We’re finally at a point where we can execute some Ruby code and talk to the Neo4j server!

We’ll begin by creating a class, RGraph. We’ll build on this class over the course of this article.

require 'json'
require 'rest_client'

class RGraph

  def initialize
    @url = 'https://localhost:7474/db/data/cypher'
  end

end

Notice the URL address, /db/data/cypher. This is the base address for all your API calls that will use the Cypher query language.

And now let’s define a method to create a Neo4j graph database node.

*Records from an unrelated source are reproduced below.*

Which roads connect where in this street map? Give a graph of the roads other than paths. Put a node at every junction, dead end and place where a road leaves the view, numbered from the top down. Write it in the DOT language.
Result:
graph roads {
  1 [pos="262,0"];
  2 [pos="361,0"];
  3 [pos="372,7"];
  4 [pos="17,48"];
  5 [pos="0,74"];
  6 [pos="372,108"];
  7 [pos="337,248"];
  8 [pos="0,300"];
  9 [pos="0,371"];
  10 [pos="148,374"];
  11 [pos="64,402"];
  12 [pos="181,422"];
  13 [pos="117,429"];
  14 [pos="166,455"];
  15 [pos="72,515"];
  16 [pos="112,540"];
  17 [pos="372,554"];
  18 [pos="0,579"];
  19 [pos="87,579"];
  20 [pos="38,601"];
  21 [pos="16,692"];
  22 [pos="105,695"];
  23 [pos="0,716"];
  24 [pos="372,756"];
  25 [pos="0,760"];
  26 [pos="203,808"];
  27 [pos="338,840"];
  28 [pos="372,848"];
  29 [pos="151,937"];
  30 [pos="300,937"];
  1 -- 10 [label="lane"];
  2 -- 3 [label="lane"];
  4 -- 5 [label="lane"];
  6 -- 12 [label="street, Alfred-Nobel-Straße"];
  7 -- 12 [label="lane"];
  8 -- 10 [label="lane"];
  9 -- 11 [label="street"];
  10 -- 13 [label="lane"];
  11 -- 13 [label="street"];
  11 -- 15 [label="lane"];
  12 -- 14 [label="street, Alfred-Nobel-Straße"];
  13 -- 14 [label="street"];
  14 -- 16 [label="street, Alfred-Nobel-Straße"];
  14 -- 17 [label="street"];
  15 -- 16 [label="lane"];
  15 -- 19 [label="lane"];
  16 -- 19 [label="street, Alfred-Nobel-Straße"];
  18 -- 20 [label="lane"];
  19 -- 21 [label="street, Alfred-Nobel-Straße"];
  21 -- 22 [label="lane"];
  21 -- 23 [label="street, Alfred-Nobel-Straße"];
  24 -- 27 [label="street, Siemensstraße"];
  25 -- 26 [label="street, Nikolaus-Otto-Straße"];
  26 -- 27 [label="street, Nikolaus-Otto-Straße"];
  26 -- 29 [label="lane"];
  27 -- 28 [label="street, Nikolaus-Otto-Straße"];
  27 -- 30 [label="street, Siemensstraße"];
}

def create_node (label,attr={})
  # Create a node
  query = ''  # holds the final query string
  attributes = '' # holds the attribute portion of the query, if any
  if attr.size == 0
    # No attributes, so create a simple node
    query += "CREATE (:#{label});"
  else
    # Create the attribute clause portion of the query
    attributes += '{ '
    attr.each do |key,value|
      attributes += "#{key.to_s}: '#{value}',"
    end
    attributes.chomp!(',') # Neo4j hates extra commas!
    attributes += ' }'
    query += "CREATE (:#{label} " + attributes + ');'
  end
  c = {
      "query" => "#{query}",
      "params" => {}
  }
  RestClient.post @url, c.to_json, :content_type => :json, :accept => :json
end

Note the label argument in line 1, which is a required part of the node. Attributes are optional; however, it would be highly unusual to create a node without attributes. The attributes carry the information for that node. In our simple CRM example, the attributes carry the person’s name and title. It could also contain other information, such as birth date, salary, favorite color, or anything that helps identify this unique individual.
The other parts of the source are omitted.